_Records from a data source:_
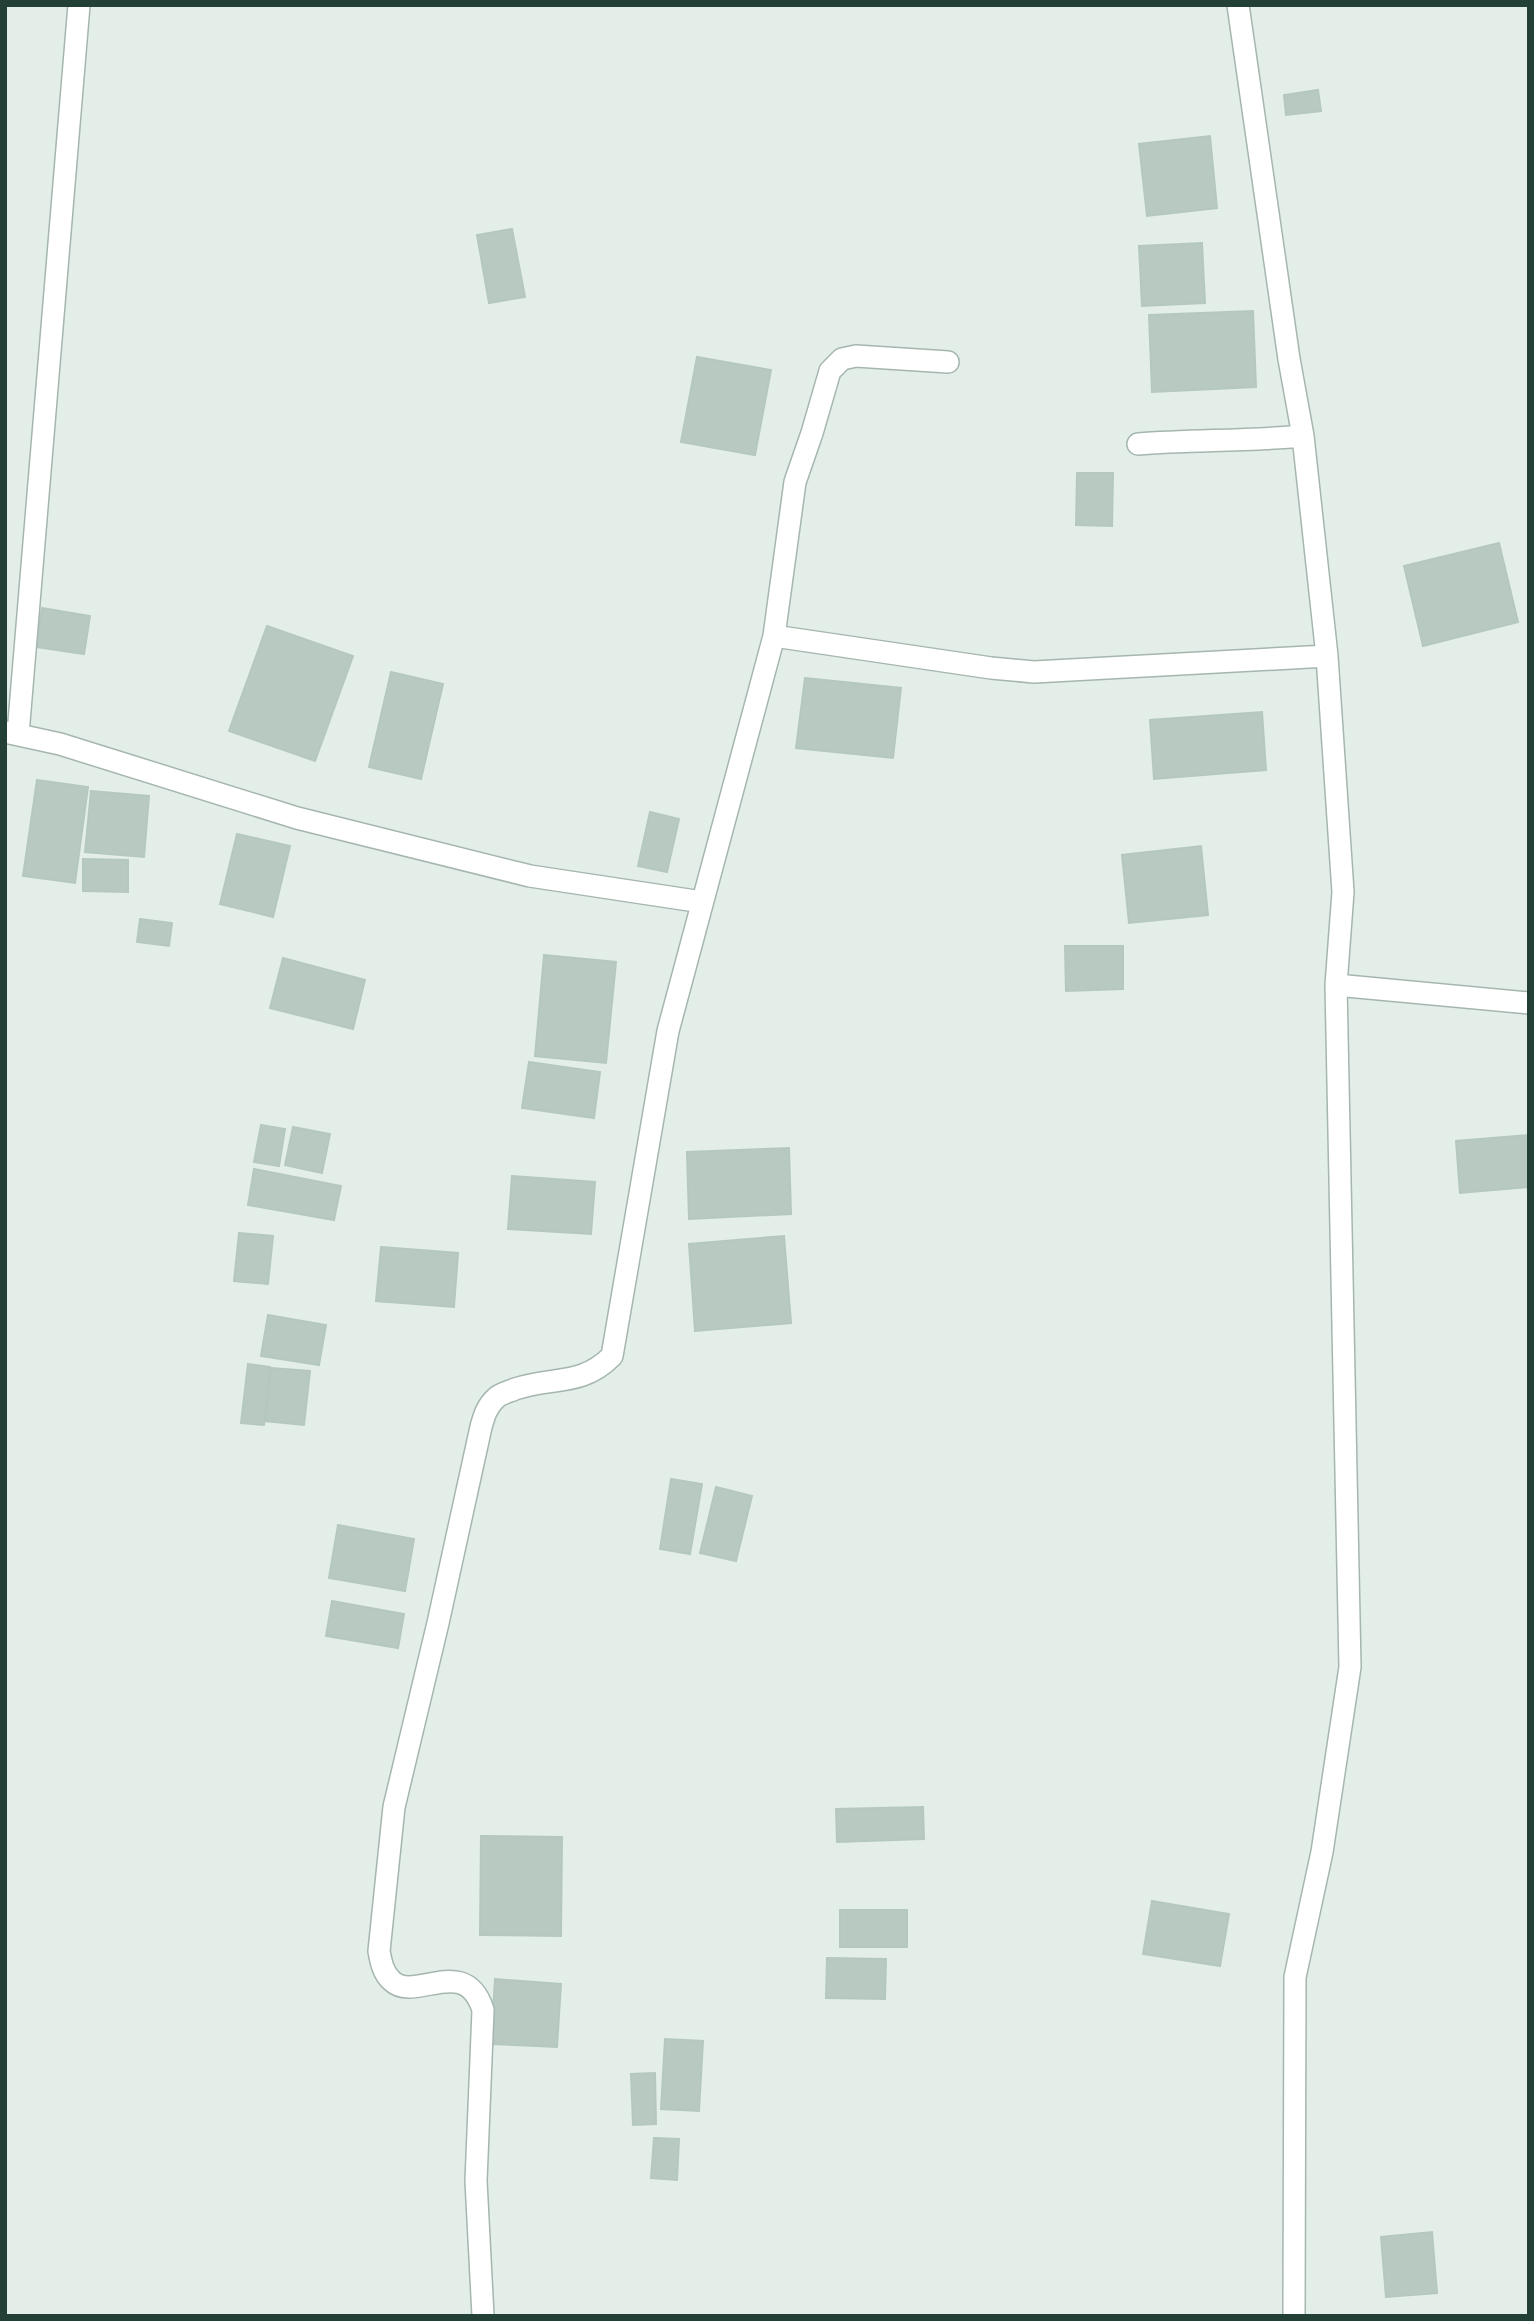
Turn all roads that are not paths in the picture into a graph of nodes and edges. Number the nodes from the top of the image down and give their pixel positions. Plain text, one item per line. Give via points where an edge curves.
1 (79, 5) edge
2 (1238, 5) edge
3 (948, 362) dead end
4 (1303, 436) junction
5 (1138, 444) dead end
6 (774, 636) junction
7 (1326, 656) junction
8 (12, 733) edge
9 (702, 902) junction
10 (1336, 985) junction
11 (1529, 1003) edge
12 (484, 2316) edge
13 (1294, 2316) edge

1 - 8 street
2 - 4 street
3 - 6 street via 856,356 842,359 830,371 795,482
4 - 5 street
4 - 7 street
6 - 7 street via 1034,672
6 - 9 street
7 - 10 street via 1343,891
8 - 9 street via 298,818 530,877
9 - 12 street via 668,1031 612,1356 582,1376 498,1395 487,1408 394,1807 379,1951 383,1970 393,1983 404,1987 453,1980 479,1999 482,2010 477,2182
10 - 11 street
10 - 13 street via 1350,1667 1322,1852 1295,1977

_Exercise description:_ Could you print all the entries exactly as they stand, with the pictures left out?

_Solution to this task:_
Turn all roads that are not paths in the picture into a graph of nodes and edges. Number the nodes from the top of the image down and give their pixel positions. Plain text, one item per line. Give via points where an edge curves.
1 (79, 5) edge
2 (1238, 5) edge
3 (948, 362) dead end
4 (1303, 436) junction
5 (1138, 444) dead end
6 (774, 636) junction
7 (1326, 656) junction
8 (12, 733) edge
9 (702, 902) junction
10 (1336, 985) junction
11 (1529, 1003) edge
12 (484, 2316) edge
13 (1294, 2316) edge

1 - 8 street
2 - 4 street
3 - 6 street via 856,356 842,359 830,371 795,482
4 - 5 street
4 - 7 street
6 - 7 street via 1034,672
6 - 9 street
7 - 10 street via 1343,891
8 - 9 street via 298,818 530,877
9 - 12 street via 668,1031 612,1356 582,1376 498,1395 487,1408 394,1807 379,1951 383,1970 393,1983 404,1987 453,1980 479,1999 482,2010 477,2182
10 - 11 street
10 - 13 street via 1350,1667 1322,1852 1295,1977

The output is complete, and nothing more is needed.